▸ **AVAILABLE DATA**
Start of Block
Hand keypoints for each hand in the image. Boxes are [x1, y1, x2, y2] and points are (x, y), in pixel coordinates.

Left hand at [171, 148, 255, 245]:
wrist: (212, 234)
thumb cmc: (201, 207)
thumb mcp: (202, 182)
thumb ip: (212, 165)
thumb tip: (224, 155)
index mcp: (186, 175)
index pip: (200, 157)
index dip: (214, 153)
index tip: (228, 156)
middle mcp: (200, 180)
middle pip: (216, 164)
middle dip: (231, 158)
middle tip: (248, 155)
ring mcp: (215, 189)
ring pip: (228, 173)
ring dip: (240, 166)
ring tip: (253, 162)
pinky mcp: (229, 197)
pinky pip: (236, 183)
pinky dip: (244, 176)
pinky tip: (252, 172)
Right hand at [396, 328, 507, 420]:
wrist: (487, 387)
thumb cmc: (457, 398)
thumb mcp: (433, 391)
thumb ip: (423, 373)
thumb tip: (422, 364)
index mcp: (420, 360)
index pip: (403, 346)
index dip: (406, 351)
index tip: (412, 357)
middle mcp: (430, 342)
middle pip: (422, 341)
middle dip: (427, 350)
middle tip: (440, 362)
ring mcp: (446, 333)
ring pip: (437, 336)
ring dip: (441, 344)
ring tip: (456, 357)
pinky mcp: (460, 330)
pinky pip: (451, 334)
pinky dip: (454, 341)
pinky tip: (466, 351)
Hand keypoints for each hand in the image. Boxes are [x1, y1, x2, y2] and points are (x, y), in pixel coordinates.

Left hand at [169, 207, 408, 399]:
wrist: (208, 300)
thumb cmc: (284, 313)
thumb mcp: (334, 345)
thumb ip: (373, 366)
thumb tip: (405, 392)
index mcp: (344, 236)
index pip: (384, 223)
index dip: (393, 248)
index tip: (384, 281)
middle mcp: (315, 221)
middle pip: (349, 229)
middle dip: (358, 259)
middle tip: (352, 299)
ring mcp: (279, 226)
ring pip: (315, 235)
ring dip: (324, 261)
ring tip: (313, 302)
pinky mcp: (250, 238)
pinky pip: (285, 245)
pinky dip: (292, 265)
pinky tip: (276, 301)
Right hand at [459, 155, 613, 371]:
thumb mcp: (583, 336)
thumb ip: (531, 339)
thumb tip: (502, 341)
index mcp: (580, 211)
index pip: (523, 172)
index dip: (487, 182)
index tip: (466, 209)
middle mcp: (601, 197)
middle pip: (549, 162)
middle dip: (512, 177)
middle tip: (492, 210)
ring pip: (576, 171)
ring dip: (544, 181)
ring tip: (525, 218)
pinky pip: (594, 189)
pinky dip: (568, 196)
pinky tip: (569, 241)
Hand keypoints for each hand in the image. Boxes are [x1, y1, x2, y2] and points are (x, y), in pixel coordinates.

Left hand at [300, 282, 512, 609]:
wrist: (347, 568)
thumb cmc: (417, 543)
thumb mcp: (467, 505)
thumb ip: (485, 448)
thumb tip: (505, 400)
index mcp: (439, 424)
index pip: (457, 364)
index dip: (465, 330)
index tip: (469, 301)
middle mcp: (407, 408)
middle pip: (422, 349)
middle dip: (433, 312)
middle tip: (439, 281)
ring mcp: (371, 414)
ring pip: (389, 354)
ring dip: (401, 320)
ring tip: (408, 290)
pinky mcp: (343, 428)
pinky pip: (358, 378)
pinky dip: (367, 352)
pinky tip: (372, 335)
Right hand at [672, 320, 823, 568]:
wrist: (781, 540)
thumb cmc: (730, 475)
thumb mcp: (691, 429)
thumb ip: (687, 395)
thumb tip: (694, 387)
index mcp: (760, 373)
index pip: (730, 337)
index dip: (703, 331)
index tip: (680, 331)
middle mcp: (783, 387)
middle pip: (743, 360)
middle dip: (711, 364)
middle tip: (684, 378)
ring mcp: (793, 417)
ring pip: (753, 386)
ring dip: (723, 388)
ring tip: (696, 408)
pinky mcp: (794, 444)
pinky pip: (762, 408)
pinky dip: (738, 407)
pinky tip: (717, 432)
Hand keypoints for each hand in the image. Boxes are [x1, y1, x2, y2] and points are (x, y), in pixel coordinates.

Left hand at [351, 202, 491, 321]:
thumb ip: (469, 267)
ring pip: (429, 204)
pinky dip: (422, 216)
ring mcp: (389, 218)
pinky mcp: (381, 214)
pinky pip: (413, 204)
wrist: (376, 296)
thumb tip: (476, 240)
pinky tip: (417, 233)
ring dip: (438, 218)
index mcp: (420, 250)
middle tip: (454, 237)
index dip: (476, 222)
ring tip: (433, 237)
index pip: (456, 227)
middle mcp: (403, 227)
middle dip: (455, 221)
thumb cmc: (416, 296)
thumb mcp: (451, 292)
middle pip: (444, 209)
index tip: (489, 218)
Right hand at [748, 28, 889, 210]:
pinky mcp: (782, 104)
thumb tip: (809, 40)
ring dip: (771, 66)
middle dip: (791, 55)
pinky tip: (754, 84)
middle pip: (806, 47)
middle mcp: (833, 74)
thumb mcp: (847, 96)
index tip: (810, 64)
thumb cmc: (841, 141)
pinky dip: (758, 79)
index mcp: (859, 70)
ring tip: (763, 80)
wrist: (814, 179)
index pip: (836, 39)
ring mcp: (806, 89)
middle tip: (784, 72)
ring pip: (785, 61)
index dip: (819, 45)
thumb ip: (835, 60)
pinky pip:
End of Block
▸ **EXERCISE AIM**
Repeat each of the records exactly as written.

▸ **SOLUTION FOR THIS EXERCISE**
Hand keypoints for each hand in the image. Boxes are [x1, y1, x2, y2] and points are (x, y), in pixel coordinates.

Left hand at [171, 148, 255, 245]:
wrist: (212, 234)
thumb cmc: (201, 207)
thumb mcp: (202, 182)
thumb ip: (212, 165)
thumb tip: (224, 155)
index mcp: (186, 175)
index pip: (200, 157)
index dip: (214, 153)
index tip: (228, 156)
middle mcp: (200, 180)
middle pip: (216, 164)
middle dip: (231, 158)
middle tip: (248, 155)
ring mcp: (215, 189)
ring pip: (228, 173)
ring dip: (240, 166)
ring tip: (253, 162)
pinky mcp: (229, 197)
pinky pip: (236, 183)
pinky dip: (244, 176)
pinky tip: (252, 172)
Right hand at [396, 328, 507, 420]:
wrist: (487, 387)
thumb cmc: (457, 398)
thumb mcp: (433, 391)
thumb ip: (423, 373)
thumb tip: (422, 364)
index mcp: (420, 360)
index pip: (403, 346)
index dip: (406, 351)
index tip: (412, 357)
middle mcp: (430, 342)
middle pip: (422, 341)
middle dip: (427, 350)
middle tip: (440, 362)
ring mcp: (446, 333)
ring pip: (437, 336)
ring dip: (441, 344)
ring tip: (456, 357)
pinky mcp: (460, 330)
pinky pip: (451, 334)
pinky dip: (454, 341)
pinky tip: (466, 351)
Hand keypoints for each hand in the image. Boxes are [x1, y1, x2, y2] and points are (x, y), in pixel coordinates.

Left hand at [169, 207, 408, 399]:
wrist: (208, 300)
thumb cmc: (284, 313)
thumb mcp: (334, 345)
thumb ip: (373, 366)
thumb tip: (405, 392)
index mcp: (344, 236)
index pip: (384, 223)
index dip: (393, 248)
index tip: (384, 281)
middle mcp: (315, 221)
middle pip: (349, 229)
middle dip: (358, 259)
middle tip: (352, 299)
ring mcp: (279, 226)
ring pip: (315, 235)
ring dip: (324, 261)
ring tip: (313, 302)
pinky mcp: (250, 238)
pinky pip: (285, 245)
pinky dip: (292, 265)
pinky tip: (276, 301)
Right hand at [459, 155, 613, 371]:
thumb mcp: (583, 336)
thumb ip: (531, 339)
thumb tip: (502, 341)
index mcp: (580, 211)
index pip: (523, 172)
index dip: (487, 182)
index tip: (466, 209)
middle mcp: (601, 197)
middle pip: (549, 162)
middle dip: (512, 177)
middle tip: (492, 210)
ring pip: (576, 171)
ring dip: (544, 181)
ring tip: (525, 218)
pinky pip: (594, 189)
pinky dip: (568, 196)
pinky tip: (569, 241)
Hand keypoints for each hand in the image. Boxes are [x1, y1, x2, y2] and points are (x, y), in pixel coordinates.

Left hand at [300, 282, 512, 609]:
wrist: (347, 568)
thumb cmc: (417, 543)
thumb mcp: (467, 505)
thumb ip: (485, 448)
thumb tip: (505, 400)
index mcp: (439, 424)
index pip: (457, 364)
index dip: (465, 330)
index tip: (469, 301)
middle mcp: (407, 408)
middle pip: (422, 349)
middle dip: (433, 312)
middle tip: (439, 281)
ring mcp: (371, 414)
ring pip: (389, 354)
ring dip: (401, 320)
ring tip: (408, 290)
pinky mcp: (343, 428)
pinky pip: (358, 378)
pinky dip: (367, 352)
pinky tip: (372, 335)
Right hand at [672, 320, 823, 568]:
wrist: (781, 540)
thumb cmc: (730, 475)
thumb mcp: (691, 429)
thumb ip: (687, 395)
thumb tip: (694, 387)
index mcp: (760, 373)
index pip: (730, 337)
index dip: (703, 331)
index tip: (680, 331)
middle mcp: (783, 387)
middle pip: (743, 360)
middle dip: (711, 364)
middle tip: (684, 378)
ring mcp: (793, 417)
ring pip: (753, 386)
ring dip: (723, 388)
ring tip: (696, 408)
pinky mcp: (794, 444)
pinky pip: (762, 408)
pinky dip: (738, 407)
pinky tip: (717, 432)
Hand keypoints for each hand in the image. Boxes are [x1, y1, x2, y2] and points are (x, y), in pixel coordinates.

Left hand at [351, 202, 491, 321]:
thumb ip: (469, 267)
ring pip: (429, 204)
pinky dip: (422, 216)
ring mcp: (389, 218)
pinky mcp: (381, 214)
pinky pip: (413, 204)
wrist: (376, 296)
thumb tip: (476, 240)
pinky tip: (417, 233)
ring dip: (438, 218)
index mcp: (420, 250)
middle tip: (454, 237)
index dip: (476, 222)
ring tip: (433, 237)
index pip: (456, 227)
middle mcp: (403, 227)
middle dip: (455, 221)
thumb cmc: (416, 296)
thumb mcp: (451, 292)
middle pip: (444, 209)
index tip: (489, 218)
Right hand at [748, 28, 889, 210]:
pinky mcp: (782, 104)
thumb tip: (809, 40)
ring dip: (771, 66)
middle dip: (791, 55)
pinky tip: (754, 84)
middle pip: (806, 47)
middle mcp: (833, 74)
thumb mcp: (847, 96)
index tip: (810, 64)
thumb cmc: (841, 141)
pinky dip: (758, 79)
index mcp: (859, 70)
ring tip: (763, 80)
wrist: (814, 179)
index pip: (836, 39)
ring mcp: (806, 89)
middle tip: (784, 72)
ring pip: (785, 61)
index dip: (819, 45)
thumb ip: (835, 60)
pinky pip:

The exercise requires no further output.